▶ The problem:
Each line below must be reproduced exactly as it stands. Pictures stay out of the copy.

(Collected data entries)
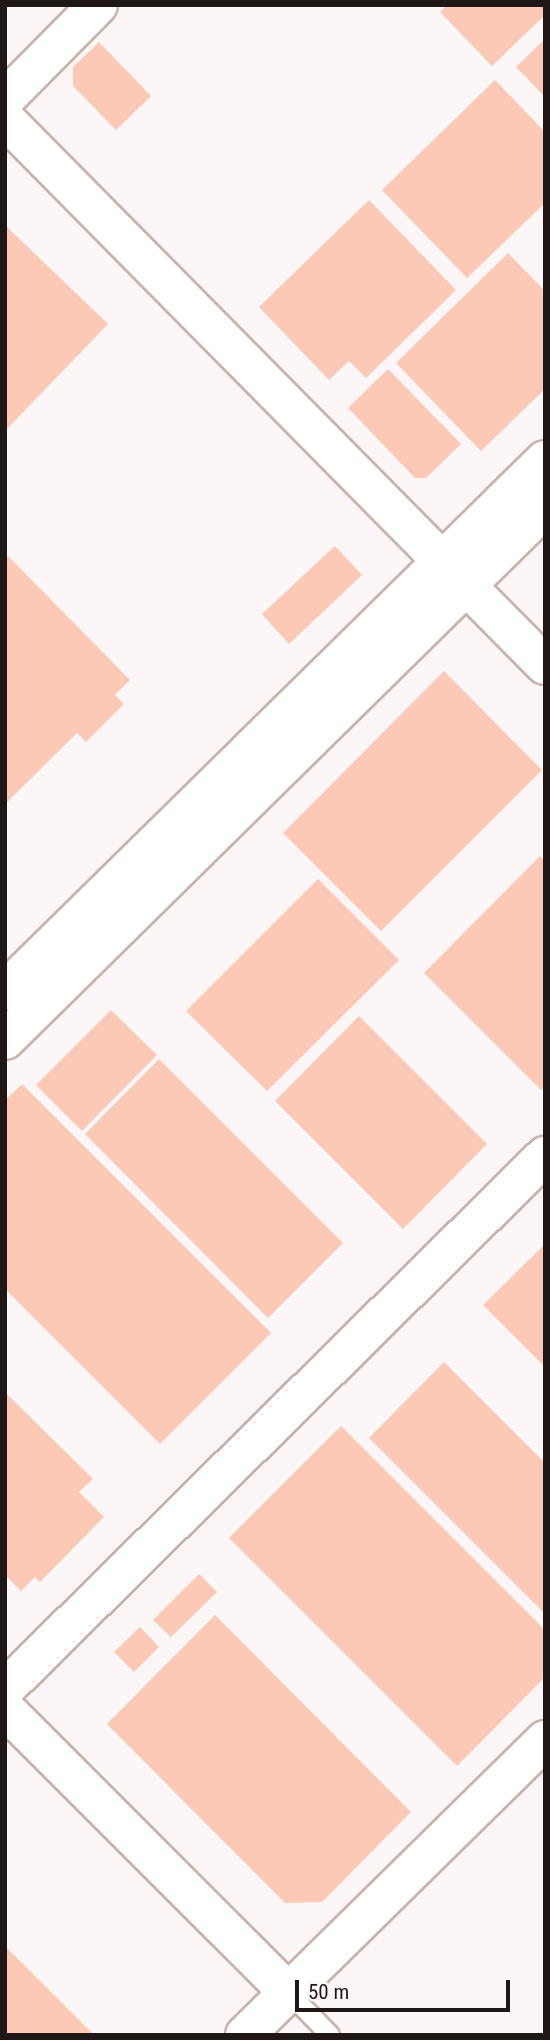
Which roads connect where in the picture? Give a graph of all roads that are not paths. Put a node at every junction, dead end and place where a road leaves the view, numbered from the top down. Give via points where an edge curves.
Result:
1 (98, 5) edge
2 (5, 99) edge
3 (5, 119) edge
4 (545, 460) edge
5 (545, 508) edge
6 (455, 573) junction
7 (545, 665) edge
8 (5, 991) edge
9 (5, 1040) edge
10 (545, 1156) edge
11 (5, 1689) edge
12 (5, 1709) edge
13 (545, 1740) edge
14 (288, 1992) junction
15 (245, 2035) edge
16 (330, 2035) edge

1 - 2 street
3 - 6 street
4 - 6 street
5 - 6 street
6 - 7 street
6 - 8 street
6 - 9 street
10 - 11 street
12 - 14 street
13 - 14 street
14 - 15 street
14 - 16 lane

▶ Response for this exercise:
Which roads connect where in the picture? Give a graph of all roads that are not paths. Put a node at every junction, dead end and place where a road leaves the view, numbered from the top down. Give via points where an edge curves.
Result:
1 (98, 5) edge
2 (5, 99) edge
3 (5, 119) edge
4 (545, 460) edge
5 (545, 508) edge
6 (455, 573) junction
7 (545, 665) edge
8 (5, 991) edge
9 (5, 1040) edge
10 (545, 1156) edge
11 (5, 1689) edge
12 (5, 1709) edge
13 (545, 1740) edge
14 (288, 1992) junction
15 (245, 2035) edge
16 (330, 2035) edge

1 - 2 street
3 - 6 street
4 - 6 street
5 - 6 street
6 - 7 street
6 - 8 street
6 - 9 street
10 - 11 street
12 - 14 street
13 - 14 street
14 - 15 street
14 - 16 lane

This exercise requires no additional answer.